Мы загрузили люльку и руководитель дала команду на поднятие. Бензогенератор весил килограмм 50 — Игорю нужно было постараться, чтобы поднять его.

Пока люлька медленно шла наверх, я осматривал платформу.

Сколько же в ней коридоров, трюмов и других помещений. А мне ведь больше всех предстоит по ней бродить.

— Что-то рыбы не видать, — послышался голос Никиты, который уставился в воду рядом с судном. — Да и вообще никого не видать.

Хотелось пошутить про рыбалку, но я не стал. Никита же эколог, пусть ищет свою рыбу.

Через какое-то время Игорь поднял на платформу необходимые вещи, а ещё чуть погодя уже спустил грузовую люльку к нам назад. Только теперь уже не вручную.

Вот и причина, по которой в первую очередь он взял наверх только генератор. Игорь подал электричество на лебёдку и теперь можно было спокойно переправлять оставшиеся вещи. Ну, и, конечно, самый ценный груз — нас самих.

После подъёма оборудования настала моя очередь.

— Алексей, — Мария Петровна жестом показала мне идти, а потом повернулась к экологу. — Никита, загружай наши рюкзаки.

Забравшись внутрь, я почувствовал, как беспокойство стало нарастать. Пальцы в перчатках крепко сжали прутья, а тело напряглось.

— Поехали! — скомандовала Мария в рацию.

Раздался металлический щелчок, и люлька дёрнулась, оторвавшись от палубы. Сердце на секунду ушло в пятки.

Подъём был медленный, каждый сантиметр давался с трудом. Люлька не просто ехала вверх — по ощущениям она словно описывала маленькие круги на троссе, раскачиваясь из стороны в сторону. В голове появились тревожные мысли.

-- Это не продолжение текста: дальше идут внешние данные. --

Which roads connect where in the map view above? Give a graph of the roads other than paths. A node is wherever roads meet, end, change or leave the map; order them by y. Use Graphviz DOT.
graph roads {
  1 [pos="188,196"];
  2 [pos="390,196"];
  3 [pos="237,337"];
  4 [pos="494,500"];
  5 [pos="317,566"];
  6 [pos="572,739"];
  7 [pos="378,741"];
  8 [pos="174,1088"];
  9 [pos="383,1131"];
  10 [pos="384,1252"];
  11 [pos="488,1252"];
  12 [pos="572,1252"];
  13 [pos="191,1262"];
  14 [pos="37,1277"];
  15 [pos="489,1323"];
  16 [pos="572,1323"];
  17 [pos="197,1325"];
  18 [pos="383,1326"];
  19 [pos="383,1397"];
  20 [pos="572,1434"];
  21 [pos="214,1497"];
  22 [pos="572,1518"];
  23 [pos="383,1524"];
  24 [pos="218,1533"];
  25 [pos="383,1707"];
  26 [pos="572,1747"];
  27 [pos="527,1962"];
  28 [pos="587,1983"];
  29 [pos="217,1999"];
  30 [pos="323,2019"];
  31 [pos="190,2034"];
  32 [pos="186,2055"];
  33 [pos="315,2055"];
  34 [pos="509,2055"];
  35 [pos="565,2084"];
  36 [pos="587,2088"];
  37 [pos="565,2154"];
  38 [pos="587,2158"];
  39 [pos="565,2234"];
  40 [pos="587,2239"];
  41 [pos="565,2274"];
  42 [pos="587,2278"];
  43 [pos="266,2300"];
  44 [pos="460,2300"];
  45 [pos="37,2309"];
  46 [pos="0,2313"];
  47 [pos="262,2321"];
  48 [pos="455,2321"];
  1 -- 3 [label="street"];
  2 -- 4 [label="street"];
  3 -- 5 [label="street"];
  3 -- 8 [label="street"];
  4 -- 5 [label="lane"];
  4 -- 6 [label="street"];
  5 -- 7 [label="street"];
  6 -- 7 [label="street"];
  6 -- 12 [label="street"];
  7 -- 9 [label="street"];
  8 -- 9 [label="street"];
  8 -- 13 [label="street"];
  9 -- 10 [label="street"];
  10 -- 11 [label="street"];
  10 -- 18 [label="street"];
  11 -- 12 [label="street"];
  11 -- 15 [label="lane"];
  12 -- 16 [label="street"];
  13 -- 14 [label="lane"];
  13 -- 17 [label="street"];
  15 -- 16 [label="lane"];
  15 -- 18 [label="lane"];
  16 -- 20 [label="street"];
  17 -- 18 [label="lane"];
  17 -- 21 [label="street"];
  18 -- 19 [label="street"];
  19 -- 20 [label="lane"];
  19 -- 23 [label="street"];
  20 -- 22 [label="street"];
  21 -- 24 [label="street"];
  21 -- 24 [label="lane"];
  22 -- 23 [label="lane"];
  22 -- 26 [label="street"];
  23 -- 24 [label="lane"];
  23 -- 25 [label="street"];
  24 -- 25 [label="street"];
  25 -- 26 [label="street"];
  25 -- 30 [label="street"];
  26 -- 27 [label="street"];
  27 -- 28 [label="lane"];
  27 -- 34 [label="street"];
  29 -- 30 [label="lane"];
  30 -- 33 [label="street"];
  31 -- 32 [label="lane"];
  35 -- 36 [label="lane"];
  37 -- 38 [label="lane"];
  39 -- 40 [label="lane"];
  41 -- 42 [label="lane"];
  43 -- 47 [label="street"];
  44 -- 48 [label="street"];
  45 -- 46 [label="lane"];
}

Я инстинктивно присел, сжимая прутья так, что пальцы онемели. Снизу доносился шум волн, бьющихся о железные сваи, но теперь он смешивался с воем ветра, который на этой высоте был куда пронзительнее.

Посмотрев вниз на крошечное судно и волны, я понял, что этого делать не следовало. Голова закружилась, отчего меня даже слегка пошатнуло.

От приближающегося скрипа троса на кране страх стал ещё больше, но я старался не паниковать и держать себя в руках.

Наконец, люлька с оглушительным лязгом остановилась, встав на верхнюю позицию. Появился Игорь, который откинул предохранительную заслонку.

— Ну как? Полёт нормальный? — его голос было едва слышно за рёвом генератора.

Я только кивнул, чувствуя, как подкашиваются ноги.

Первое, что я почувствовал, когда ступил на платформу — дрожь. Не от страха. От вибрации.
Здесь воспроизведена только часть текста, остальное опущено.